**Work instruction:** Where the records below have a line with "path", that line is to be copied.

**Entries provided:**
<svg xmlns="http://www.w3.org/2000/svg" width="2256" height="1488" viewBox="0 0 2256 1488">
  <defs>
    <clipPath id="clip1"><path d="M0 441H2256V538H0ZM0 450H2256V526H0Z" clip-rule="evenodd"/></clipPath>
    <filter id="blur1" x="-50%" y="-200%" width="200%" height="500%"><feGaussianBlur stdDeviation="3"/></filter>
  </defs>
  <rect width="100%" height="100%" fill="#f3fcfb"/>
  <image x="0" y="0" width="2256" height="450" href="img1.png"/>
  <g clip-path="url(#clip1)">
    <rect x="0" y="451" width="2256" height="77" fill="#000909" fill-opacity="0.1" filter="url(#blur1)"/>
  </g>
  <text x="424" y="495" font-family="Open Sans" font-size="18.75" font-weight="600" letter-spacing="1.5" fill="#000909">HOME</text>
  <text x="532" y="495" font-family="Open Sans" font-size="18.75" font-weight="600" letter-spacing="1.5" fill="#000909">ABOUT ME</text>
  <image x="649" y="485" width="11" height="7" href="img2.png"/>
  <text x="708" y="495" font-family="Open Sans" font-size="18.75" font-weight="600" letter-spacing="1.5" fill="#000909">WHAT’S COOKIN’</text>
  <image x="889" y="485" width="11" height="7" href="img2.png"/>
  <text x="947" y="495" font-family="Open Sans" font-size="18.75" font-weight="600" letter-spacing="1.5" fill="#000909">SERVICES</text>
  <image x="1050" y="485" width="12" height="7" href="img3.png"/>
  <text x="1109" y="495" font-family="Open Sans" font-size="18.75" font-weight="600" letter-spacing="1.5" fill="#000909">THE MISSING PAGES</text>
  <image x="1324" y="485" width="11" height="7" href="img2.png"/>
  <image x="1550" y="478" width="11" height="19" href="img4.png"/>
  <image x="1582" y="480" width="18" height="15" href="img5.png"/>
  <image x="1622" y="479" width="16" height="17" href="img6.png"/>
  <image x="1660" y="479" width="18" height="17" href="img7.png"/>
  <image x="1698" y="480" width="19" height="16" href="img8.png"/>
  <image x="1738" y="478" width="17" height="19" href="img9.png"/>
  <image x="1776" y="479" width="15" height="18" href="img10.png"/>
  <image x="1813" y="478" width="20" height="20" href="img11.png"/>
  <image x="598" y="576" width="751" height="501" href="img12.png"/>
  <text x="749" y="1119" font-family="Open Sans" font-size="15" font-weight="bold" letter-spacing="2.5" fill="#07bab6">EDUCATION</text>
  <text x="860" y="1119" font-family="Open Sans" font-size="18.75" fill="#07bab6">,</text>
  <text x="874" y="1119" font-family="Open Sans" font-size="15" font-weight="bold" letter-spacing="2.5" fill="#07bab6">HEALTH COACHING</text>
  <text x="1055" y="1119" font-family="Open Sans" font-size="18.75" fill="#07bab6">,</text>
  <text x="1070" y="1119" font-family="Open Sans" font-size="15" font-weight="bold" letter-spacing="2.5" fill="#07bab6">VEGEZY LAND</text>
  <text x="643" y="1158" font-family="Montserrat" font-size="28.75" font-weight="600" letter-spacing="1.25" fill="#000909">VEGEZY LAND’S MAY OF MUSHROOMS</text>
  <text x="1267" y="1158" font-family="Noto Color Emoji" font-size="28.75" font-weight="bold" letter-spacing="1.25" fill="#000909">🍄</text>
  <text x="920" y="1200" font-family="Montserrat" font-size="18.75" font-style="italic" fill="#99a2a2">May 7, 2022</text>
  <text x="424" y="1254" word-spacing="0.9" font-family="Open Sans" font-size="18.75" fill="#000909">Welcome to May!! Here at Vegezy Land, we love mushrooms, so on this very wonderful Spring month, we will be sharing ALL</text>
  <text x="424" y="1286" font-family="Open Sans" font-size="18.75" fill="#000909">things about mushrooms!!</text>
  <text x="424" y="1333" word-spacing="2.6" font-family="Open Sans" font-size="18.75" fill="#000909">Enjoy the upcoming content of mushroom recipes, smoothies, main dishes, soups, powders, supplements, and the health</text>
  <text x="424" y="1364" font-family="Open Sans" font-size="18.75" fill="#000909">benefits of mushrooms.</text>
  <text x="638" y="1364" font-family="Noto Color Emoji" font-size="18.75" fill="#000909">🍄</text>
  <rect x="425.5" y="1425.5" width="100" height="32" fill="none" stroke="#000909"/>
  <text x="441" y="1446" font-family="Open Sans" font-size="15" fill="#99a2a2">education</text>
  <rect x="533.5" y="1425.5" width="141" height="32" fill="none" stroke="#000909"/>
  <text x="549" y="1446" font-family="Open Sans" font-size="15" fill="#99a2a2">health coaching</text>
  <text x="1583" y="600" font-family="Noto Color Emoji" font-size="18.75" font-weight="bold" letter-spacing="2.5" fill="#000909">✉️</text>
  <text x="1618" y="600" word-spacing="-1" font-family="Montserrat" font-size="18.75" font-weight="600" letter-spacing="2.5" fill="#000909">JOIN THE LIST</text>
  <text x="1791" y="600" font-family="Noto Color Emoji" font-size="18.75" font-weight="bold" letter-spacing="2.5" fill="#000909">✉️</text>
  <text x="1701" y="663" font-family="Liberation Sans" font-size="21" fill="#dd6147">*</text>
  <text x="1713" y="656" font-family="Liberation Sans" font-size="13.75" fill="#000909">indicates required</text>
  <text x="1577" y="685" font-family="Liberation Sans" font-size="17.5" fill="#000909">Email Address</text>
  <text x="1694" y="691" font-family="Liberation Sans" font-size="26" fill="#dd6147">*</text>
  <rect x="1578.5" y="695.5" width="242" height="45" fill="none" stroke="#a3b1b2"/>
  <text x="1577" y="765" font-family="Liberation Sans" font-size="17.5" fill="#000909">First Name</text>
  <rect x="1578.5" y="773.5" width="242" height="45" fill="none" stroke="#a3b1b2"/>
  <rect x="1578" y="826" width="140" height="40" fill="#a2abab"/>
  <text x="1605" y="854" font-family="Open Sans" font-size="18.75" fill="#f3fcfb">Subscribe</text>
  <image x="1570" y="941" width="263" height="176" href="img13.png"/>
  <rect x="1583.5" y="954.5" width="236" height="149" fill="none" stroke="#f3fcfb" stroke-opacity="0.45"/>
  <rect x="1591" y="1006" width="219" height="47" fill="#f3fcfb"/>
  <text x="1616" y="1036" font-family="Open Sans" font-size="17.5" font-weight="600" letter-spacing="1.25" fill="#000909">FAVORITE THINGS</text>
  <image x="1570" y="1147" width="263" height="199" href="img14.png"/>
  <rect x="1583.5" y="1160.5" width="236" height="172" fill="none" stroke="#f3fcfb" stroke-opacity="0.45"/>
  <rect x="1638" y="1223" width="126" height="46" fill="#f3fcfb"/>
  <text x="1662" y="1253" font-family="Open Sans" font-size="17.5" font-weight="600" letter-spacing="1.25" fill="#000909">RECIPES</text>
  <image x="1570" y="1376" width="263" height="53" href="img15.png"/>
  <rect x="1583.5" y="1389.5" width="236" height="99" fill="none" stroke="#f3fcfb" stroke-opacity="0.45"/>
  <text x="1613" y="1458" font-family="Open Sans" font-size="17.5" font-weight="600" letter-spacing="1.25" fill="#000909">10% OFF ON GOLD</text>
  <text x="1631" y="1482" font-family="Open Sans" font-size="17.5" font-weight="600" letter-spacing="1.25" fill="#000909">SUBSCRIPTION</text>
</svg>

**Response:**
    <clipPath id="clip1"><path d="M0 441H2256V538H0ZM0 450H2256V526H0Z" clip-rule="evenodd"/></clipPath>
  <g clip-path="url(#clip1)">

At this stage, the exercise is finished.